ABOUT THIS EXERCISE: Leave out the pictures and retype everything else in the records below exactly.

<<<<

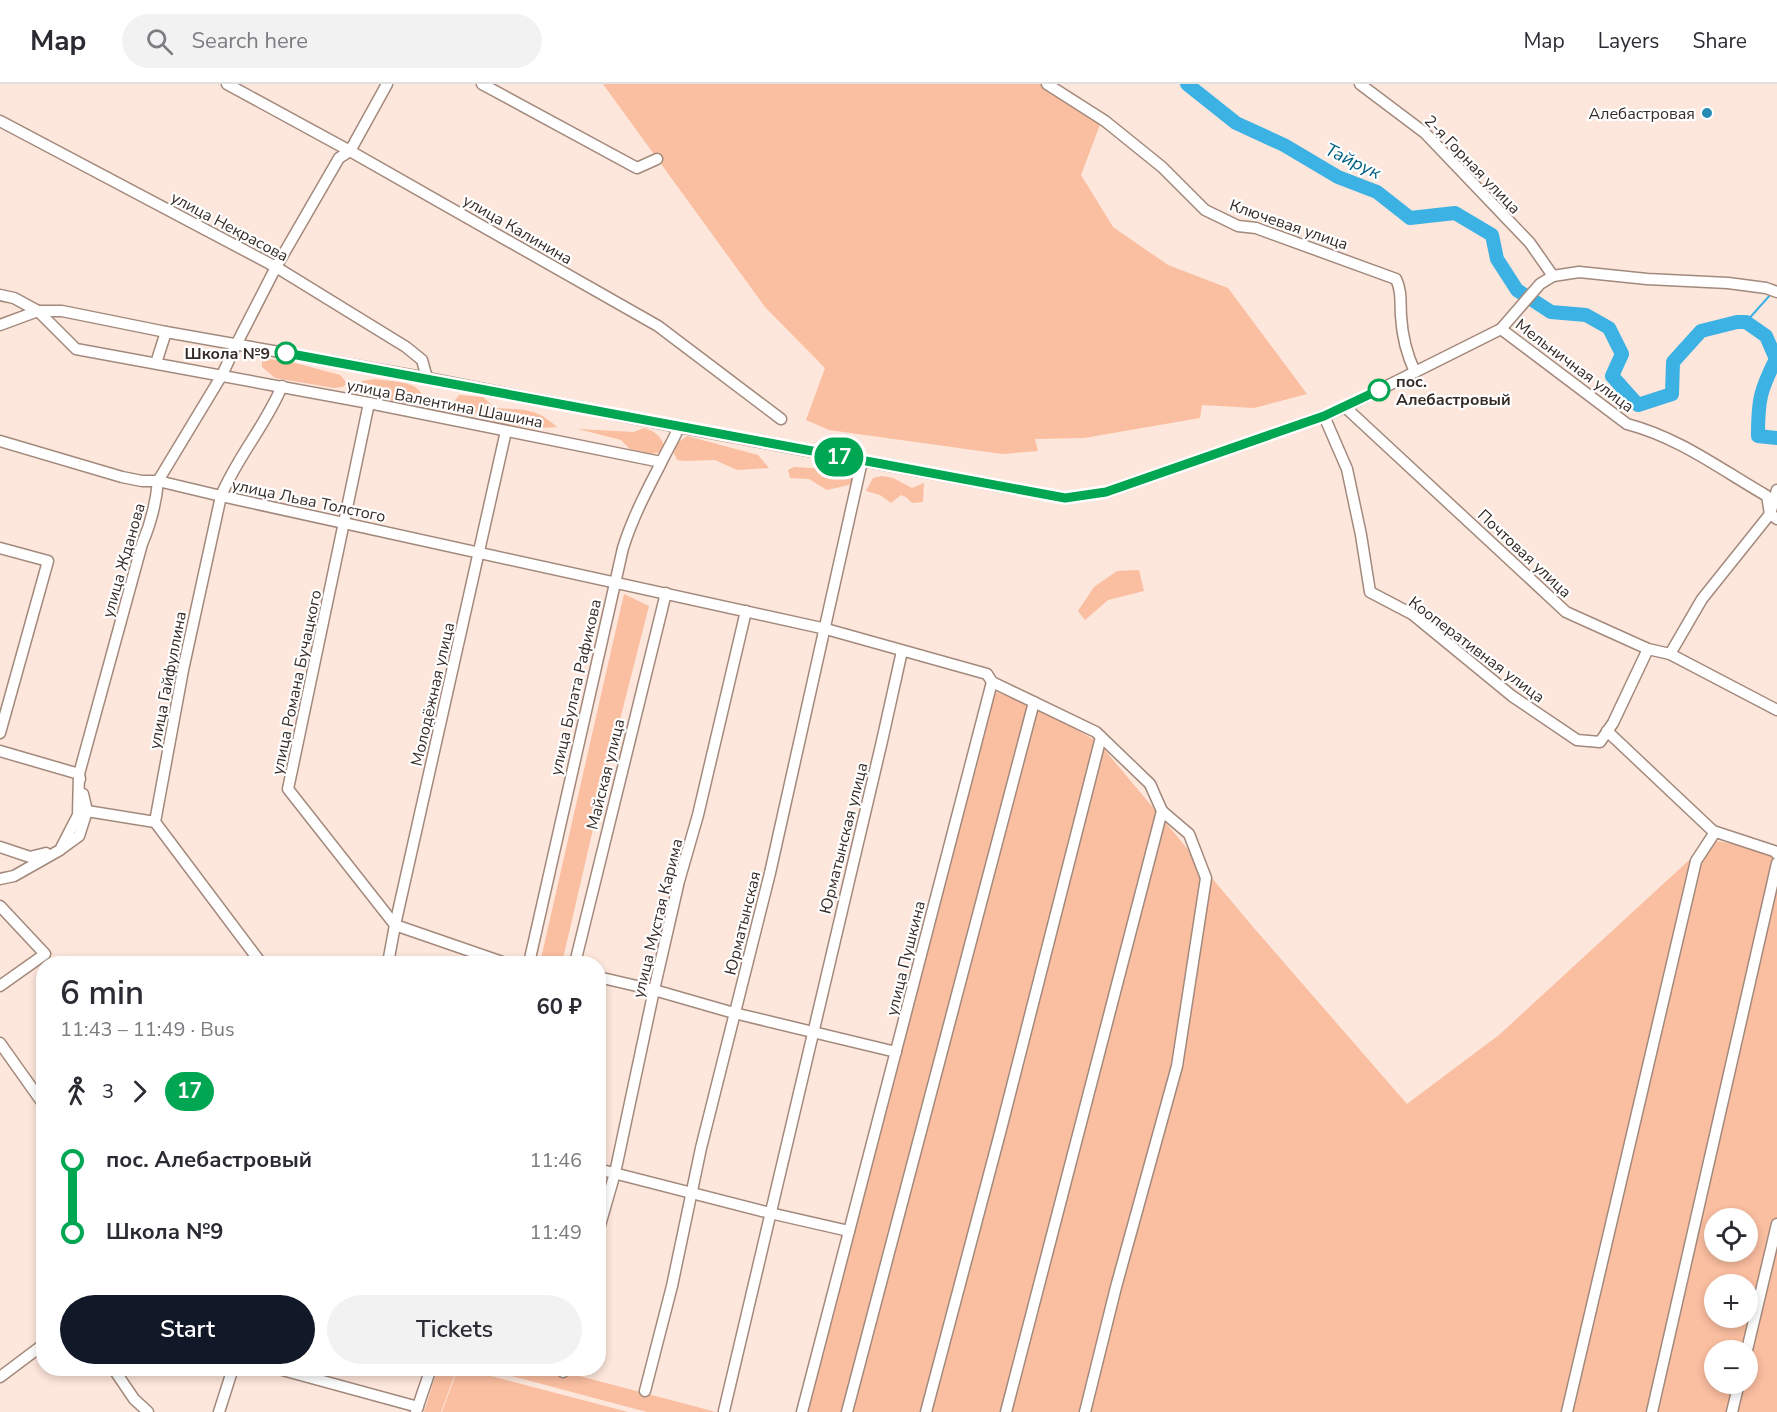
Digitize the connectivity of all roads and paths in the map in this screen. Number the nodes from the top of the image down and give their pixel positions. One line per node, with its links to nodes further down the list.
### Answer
1 (227, 84): 7 (street, улица Калинина)
2 (387, 84): 7 (street, улица Жданова)
3 (482, 84): 8 (street)
4 (1047, 84): 19 (street, Ключевая улица)
5 (1360, 84): 10 (street, 2-я Горная улица)
6 (0, 121): 9 (street, улица Некрасова)
7 (350, 151): 9 (street, улица Жданова); 26 (street, улица Калинина)
8 (657, 159)
9 (276, 267): 17 (street, улица Жданова); 21 (street, улица Некрасова)
10 (1553, 276): 11 (street); 15 (street)
11 (1772, 290)
12 (0, 295): 13 (street)
13 (38, 311): 14 (street); 16 (street); 18 (street, улица Валентина Шашина)
14 (0, 325)
15 (1501, 328): 19 (street); 35 (street, Мельничная улица)
16 (166, 332): 17 (street); 18 (street)
17 (236, 345): 20 (street, улица Жданова); 21 (street)
18 (156, 363): 20 (street, улица Валентина Шашина)
19 (1415, 372): 24 (street)
20 (222, 375): 22 (street, улица Валентина Шашина); 32 (street, улица Жданова)
21 (427, 378): 27 (street)
22 (282, 386): 23 (street, улица Валентина Шашина); 34 (street, улица Гайфуллина)
23 (369, 403): 28 (street, улица Валентина Шашина); 36 (street, улица Романа Бучацкого)
24 (1345, 407): 25 (street); 43 (street, Почтовая улица)
25 (1324, 416): 30 (street); 49 (street, Кооперативная улица)
26 (781, 419)
27 (679, 427): 30 (street); 31 (street, улица Булата Рафикова)
28 (506, 431): 31 (street, улица Валентина Шашина); 38 (street, Молодёжная улица)
29 (0, 441): 32 (street, улица Льва Толстого)
30 (862, 461): 42 (street, Юрматынская)
31 (661, 462): 39 (street, улица Булата Рафикова)
32 (158, 481): 34 (street, улица Льва Толстого); 53 (street, улица Жданова)
33 (1777, 490): 35 (street)
34 (221, 496): 36 (street, улица Льва Толстого); 56 (street, улица Гайфуллина)
35 (1774, 517): 45 (street)
36 (345, 523): 38 (street, улица Льва Толстого); 64 (street, улица Романа Бучацкого)
37 (0, 548): 50 (street)
38 (479, 552): 39 (street, улица Льва Толстого); 64 (street, Молодёжная улица)
39 (614, 582): 40 (street, улица Льва Толстого); 69 (street, улица Булата Рафикова)
40 (666, 593): 41 (street, улица Льва Толстого); 70 (street, Майская улица)
41 (746, 611): 42 (street, улица Льва Толстого); 74 (street, улица Мустая Карима)
42 (826, 629): 44 (street); 75 (street, Юрматынская)
43 (1648, 650): 45 (street, Почтовая улица); 49 (street)
44 (902, 651): 46 (street); 76 (street, Юрматынская улица)
45 (1670, 654): 48 (street, Почтовая улица)
46 (992, 682): 47 (street); 78 (street, улица Пушкина)
47 (1034, 702): 51 (street); 101 (street)
48 (1777, 710)
49 (1607, 731): 57 (street)
50 (0, 733)
51 (1101, 737): 55 (street); 102 (street)
52 (0, 751): 53 (street)
53 (79, 774): 54 (street); 59 (street, улица Жданова)
54 (87, 811): 56 (street); 59 (street)
55 (1162, 811): 103 (street); 104 (street)
56 (155, 822): 66 (street)
57 (1715, 832): 60 (street); 105 (street)
58 (0, 847): 59 (street)
59 (60, 850): 62 (street)
60 (1777, 854)
61 (1777, 863): 106 (street)
62 (0, 879)
63 (0, 906): 65 (street)
64 (394, 926): 67 (street, Молодёжная улица); 68 (street)
65 (42, 956)
66 (256, 956)
67 (389, 956)
68 (484, 956)
69 (531, 956)
70 (576, 956)
71 (36, 961): 73 (street)
72 (606, 979): 74 (street)
73 (0, 987)
74 (654, 990): 75 (street); 81 (street, улица Мустая Карима)
75 (734, 1013): 76 (street); 82 (street, Юрматынская)
76 (812, 1031): 78 (street); 84 (street, Юрматынская улица)
77 (0, 1043): 79 (street)
78 (896, 1052): 86 (street, улица Пушкина)
79 (36, 1094)
80 (606, 1171): 81 (street)
81 (615, 1173): 82 (street); 83 (street, улица Мустая Карима)
82 (691, 1193): 84 (street); 94 (street, Юрматынская)
83 (606, 1204)
84 (770, 1213): 86 (street); 97 (street, Юрматынская улица)
85 (1777, 1224): 87 (street)
86 (849, 1230): 100 (street, улица Пушкина)
87 (1749, 1340)
88 (36, 1350): 93 (street)
89 (118, 1376): 98 (street)
90 (230, 1376): 99 (street)
91 (303, 1376): 96 (street)
92 (428, 1376): 96 (street)
93 (0, 1377)
94 (645, 1391)
95 (1736, 1394): 107 (street)
96 (417, 1409)
97 (724, 1411)
98 (148, 1412)
99 (219, 1412)
100 (802, 1412)
101 (847, 1412)
102 (926, 1412)
103 (1006, 1412)
104 (1085, 1412)
105 (1567, 1412)
106 (1652, 1412)
107 (1732, 1412)

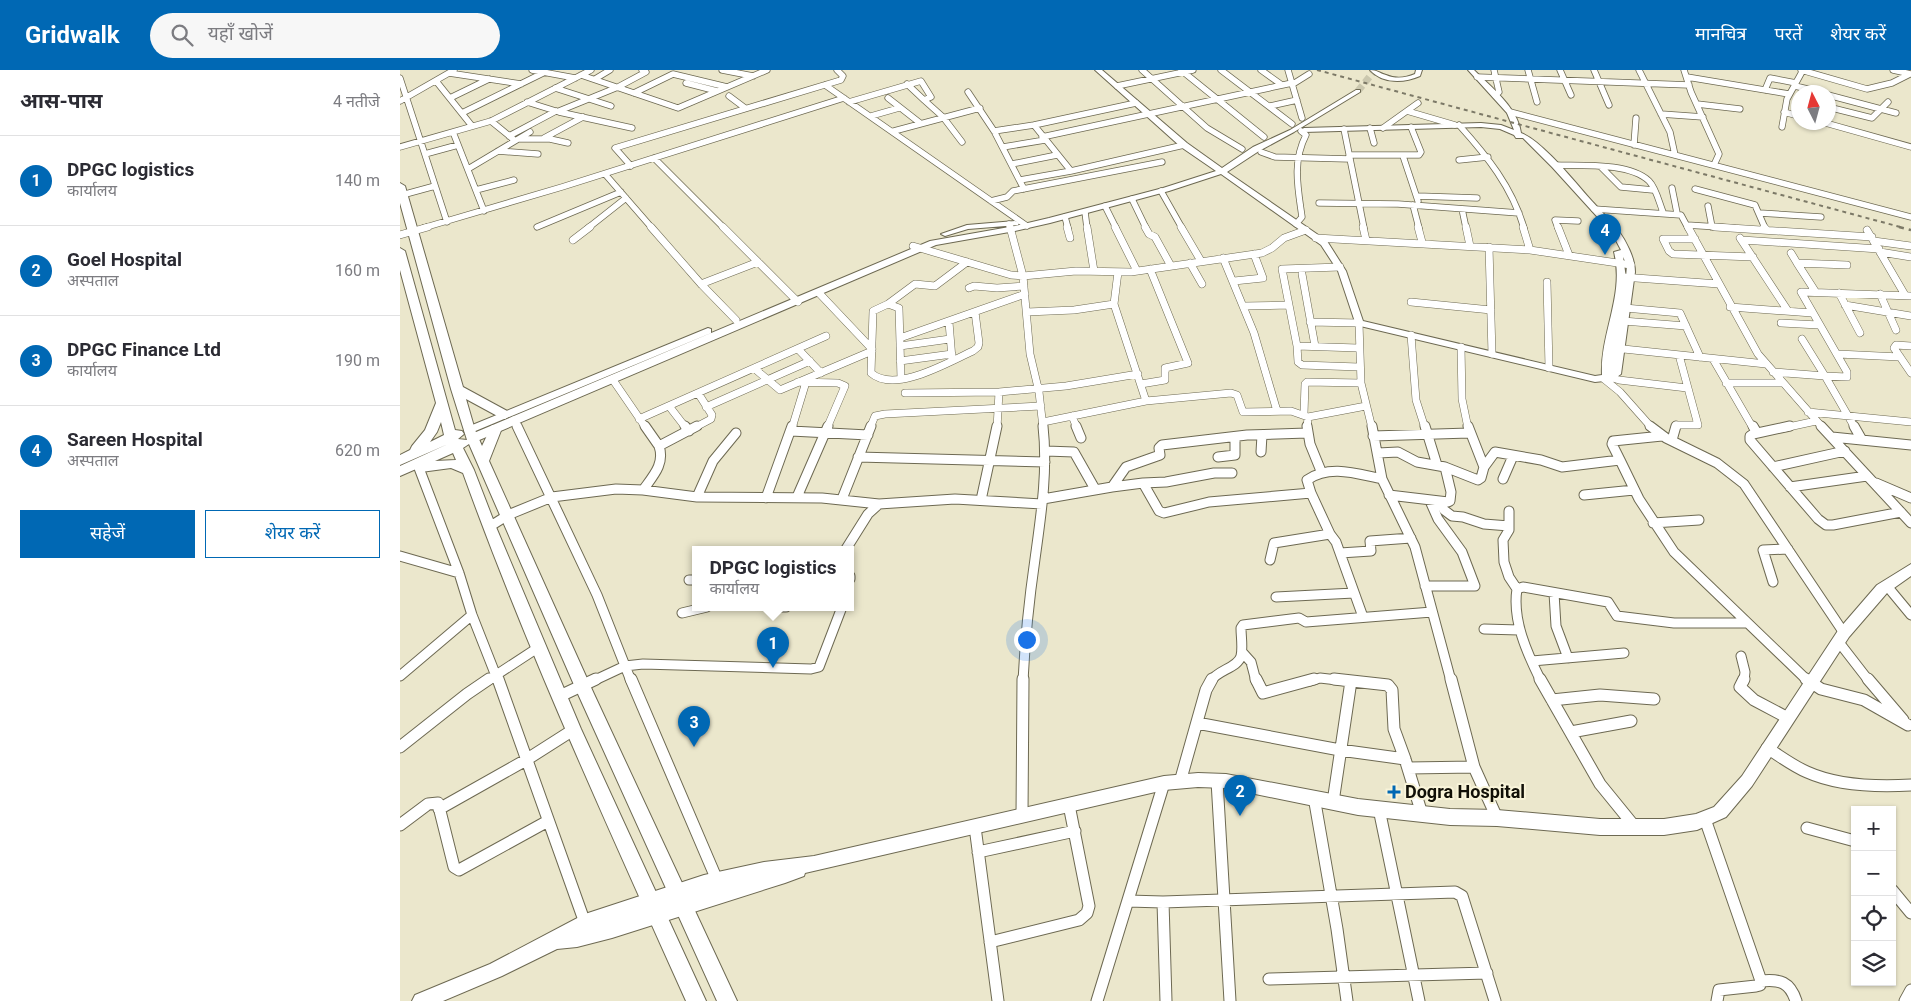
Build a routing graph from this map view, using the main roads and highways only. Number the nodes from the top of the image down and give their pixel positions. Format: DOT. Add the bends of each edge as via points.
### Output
graph roads {
  1 [pos="401,190"];
  2 [pos="400,251"];
  3 [pos="458,389"];
  4 [pos="441,404"];
  5 [pos="510,418"];
  6 [pos="496,428"];
  7 [pos="471,434"];
  8 [pos="453,441"];
  9 [pos="400,460"];
  10 [pos="483,460"];
  11 [pos="468,470"];
  12 [pos="400,471"];
  13 [pos="1911,569"];
  14 [pos="814,864"];
  15 [pos="680,899"];
  16 [pos="654,908"];
  17 [pos="554,941"];
  18 [pos="421,1001"];
  19 [pos="696,1001"];
  20 [pos="727,1001"];
  1 -- 3 [label="main road"];
  2 -- 4 [label="main road"];
  3 -- 5 [label="main road"];
  3 -- 7 [label="main road"];
  4 -- 8 [label="main road"];
  4 -- 9 [label="main road" via="431,432 420,447"];
  6 -- 10 [label="main road"];
  7 -- 8 [label="main road"];
  7 -- 10 [label="main road"];
  8 -- 9 [label="main road"];
  8 -- 11 [label="main road"];
  8 -- 12 [label="main road"];
  10 -- 15 [label="main road"];
  11 -- 12 [label="main road" via="452,463"];
  11 -- 16 [label="main road" via="572,730"];
  13 -- 14 [label="main road" via="1887,586 1841,637 1747,781 1720,812 1697,822 1664,828 1600,827 1450,817 1378,809 1217,781 1180,782 1164,783"];
  14 -- 15 [label="main road" via="764,883"];
  14 -- 15 [label="main road" via="717,880"];
  15 -- 16 [label="main road"];
  15 -- 20 [label="main road"];
  16 -- 17 [label="main road" via="585,923"];
  16 -- 17 [label="main road" via="586,938"];
  16 -- 19 [label="main road"];
  17 -- 18 [label="main road" via="496,970"];
}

>>>>

EXERCISE RESPONSE:
Digitize the connectivity of all roads and paths in the map in this screen. Number the nodes from the top of the image down and give their pixel positions. One line per node, with its links to nodes further down the list.
### Answer
1 (227, 84): 7 (street, улица Калинина)
2 (387, 84): 7 (street, улица Жданова)
3 (482, 84): 8 (street)
4 (1047, 84): 19 (street, Ключевая улица)
5 (1360, 84): 10 (street, 2-я Горная улица)
6 (0, 121): 9 (street, улица Некрасова)
7 (350, 151): 9 (street, улица Жданова); 26 (street, улица Калинина)
8 (657, 159)
9 (276, 267): 17 (street, улица Жданова); 21 (street, улица Некрасова)
10 (1553, 276): 11 (street); 15 (street)
11 (1772, 290)
12 (0, 295): 13 (street)
13 (38, 311): 14 (street); 16 (street); 18 (street, улица Валентина Шашина)
14 (0, 325)
15 (1501, 328): 19 (street); 35 (street, Мельничная улица)
16 (166, 332): 17 (street); 18 (street)
17 (236, 345): 20 (street, улица Жданова); 21 (street)
18 (156, 363): 20 (street, улица Валентина Шашина)
19 (1415, 372): 24 (street)
20 (222, 375): 22 (street, улица Валентина Шашина); 32 (street, улица Жданова)
21 (427, 378): 27 (street)
22 (282, 386): 23 (street, улица Валентина Шашина); 34 (street, улица Гайфуллина)
23 (369, 403): 28 (street, улица Валентина Шашина); 36 (street, улица Романа Бучацкого)
24 (1345, 407): 25 (street); 43 (street, Почтовая улица)
25 (1324, 416): 30 (street); 49 (street, Кооперативная улица)
26 (781, 419)
27 (679, 427): 30 (street); 31 (street, улица Булата Рафикова)
28 (506, 431): 31 (street, улица Валентина Шашина); 38 (street, Молодёжная улица)
29 (0, 441): 32 (street, улица Льва Толстого)
30 (862, 461): 42 (street, Юрматынская)
31 (661, 462): 39 (street, улица Булата Рафикова)
32 (158, 481): 34 (street, улица Льва Толстого); 53 (street, улица Жданова)
33 (1777, 490): 35 (street)
34 (221, 496): 36 (street, улица Льва Толстого); 56 (street, улица Гайфуллина)
35 (1774, 517): 45 (street)
36 (345, 523): 38 (street, улица Льва Толстого); 64 (street, улица Романа Бучацкого)
37 (0, 548): 50 (street)
38 (479, 552): 39 (street, улица Льва Толстого); 64 (street, Молодёжная улица)
39 (614, 582): 40 (street, улица Льва Толстого); 69 (street, улица Булата Рафикова)
40 (666, 593): 41 (street, улица Льва Толстого); 70 (street, Майская улица)
41 (746, 611): 42 (street, улица Льва Толстого); 74 (street, улица Мустая Карима)
42 (826, 629): 44 (street); 75 (street, Юрматынская)
43 (1648, 650): 45 (street, Почтовая улица); 49 (street)
44 (902, 651): 46 (street); 76 (street, Юрматынская улица)
45 (1670, 654): 48 (street, Почтовая улица)
46 (992, 682): 47 (street); 78 (street, улица Пушкина)
47 (1034, 702): 51 (street); 101 (street)
48 (1777, 710)
49 (1607, 731): 57 (street)
50 (0, 733)
51 (1101, 737): 55 (street); 102 (street)
52 (0, 751): 53 (street)
53 (79, 774): 54 (street); 59 (street, улица Жданова)
54 (87, 811): 56 (street); 59 (street)
55 (1162, 811): 103 (street); 104 (street)
56 (155, 822): 66 (street)
57 (1715, 832): 60 (street); 105 (street)
58 (0, 847): 59 (street)
59 (60, 850): 62 (street)
60 (1777, 854)
61 (1777, 863): 106 (street)
62 (0, 879)
63 (0, 906): 65 (street)
64 (394, 926): 67 (street, Молодёжная улица); 68 (street)
65 (42, 956)
66 (256, 956)
67 (389, 956)
68 (484, 956)
69 (531, 956)
70 (576, 956)
71 (36, 961): 73 (street)
72 (606, 979): 74 (street)
73 (0, 987)
74 (654, 990): 75 (street); 81 (street, улица Мустая Карима)
75 (734, 1013): 76 (street); 82 (street, Юрматынская)
76 (812, 1031): 78 (street); 84 (street, Юрматынская улица)
77 (0, 1043): 79 (street)
78 (896, 1052): 86 (street, улица Пушкина)
79 (36, 1094)
80 (606, 1171): 81 (street)
81 (615, 1173): 82 (street); 83 (street, улица Мустая Карима)
82 (691, 1193): 84 (street); 94 (street, Юрматынская)
83 (606, 1204)
84 (770, 1213): 86 (street); 97 (street, Юрматынская улица)
85 (1777, 1224): 87 (street)
86 (849, 1230): 100 (street, улица Пушкина)
87 (1749, 1340)
88 (36, 1350): 93 (street)
89 (118, 1376): 98 (street)
90 (230, 1376): 99 (street)
91 (303, 1376): 96 (street)
92 (428, 1376): 96 (street)
93 (0, 1377)
94 (645, 1391)
95 (1736, 1394): 107 (street)
96 (417, 1409)
97 (724, 1411)
98 (148, 1412)
99 (219, 1412)
100 (802, 1412)
101 (847, 1412)
102 (926, 1412)
103 (1006, 1412)
104 (1085, 1412)
105 (1567, 1412)
106 (1652, 1412)
107 (1732, 1412)

Build a routing graph from this map view, using the main roads and highways only. Number the nodes from the top of the image down and give their pixel positions. Format: DOT. Add the bends of each edge as via points.
### Output
graph roads {
  1 [pos="401,190"];
  2 [pos="400,251"];
  3 [pos="458,389"];
  4 [pos="441,404"];
  5 [pos="510,418"];
  6 [pos="496,428"];
  7 [pos="471,434"];
  8 [pos="453,441"];
  9 [pos="400,460"];
  10 [pos="483,460"];
  11 [pos="468,470"];
  12 [pos="400,471"];
  13 [pos="1911,569"];
  14 [pos="814,864"];
  15 [pos="680,899"];
  16 [pos="654,908"];
  17 [pos="554,941"];
  18 [pos="421,1001"];
  19 [pos="696,1001"];
  20 [pos="727,1001"];
  1 -- 3 [label="main road"];
  2 -- 4 [label="main road"];
  3 -- 5 [label="main road"];
  3 -- 7 [label="main road"];
  4 -- 8 [label="main road"];
  4 -- 9 [label="main road" via="431,432 420,447"];
  6 -- 10 [label="main road"];
  7 -- 8 [label="main road"];
  7 -- 10 [label="main road"];
  8 -- 9 [label="main road"];
  8 -- 11 [label="main road"];
  8 -- 12 [label="main road"];
  10 -- 15 [label="main road"];
  11 -- 12 [label="main road" via="452,463"];
  11 -- 16 [label="main road" via="572,730"];
  13 -- 14 [label="main road" via="1887,586 1841,637 1747,781 1720,812 1697,822 1664,828 1600,827 1450,817 1378,809 1217,781 1180,782 1164,783"];
  14 -- 15 [label="main road" via="764,883"];
  14 -- 15 [label="main road" via="717,880"];
  15 -- 16 [label="main road"];
  15 -- 20 [label="main road"];
  16 -- 17 [label="main road" via="585,923"];
  16 -- 17 [label="main road" via="586,938"];
  16 -- 19 [label="main road"];
  17 -- 18 [label="main road" via="496,970"];
}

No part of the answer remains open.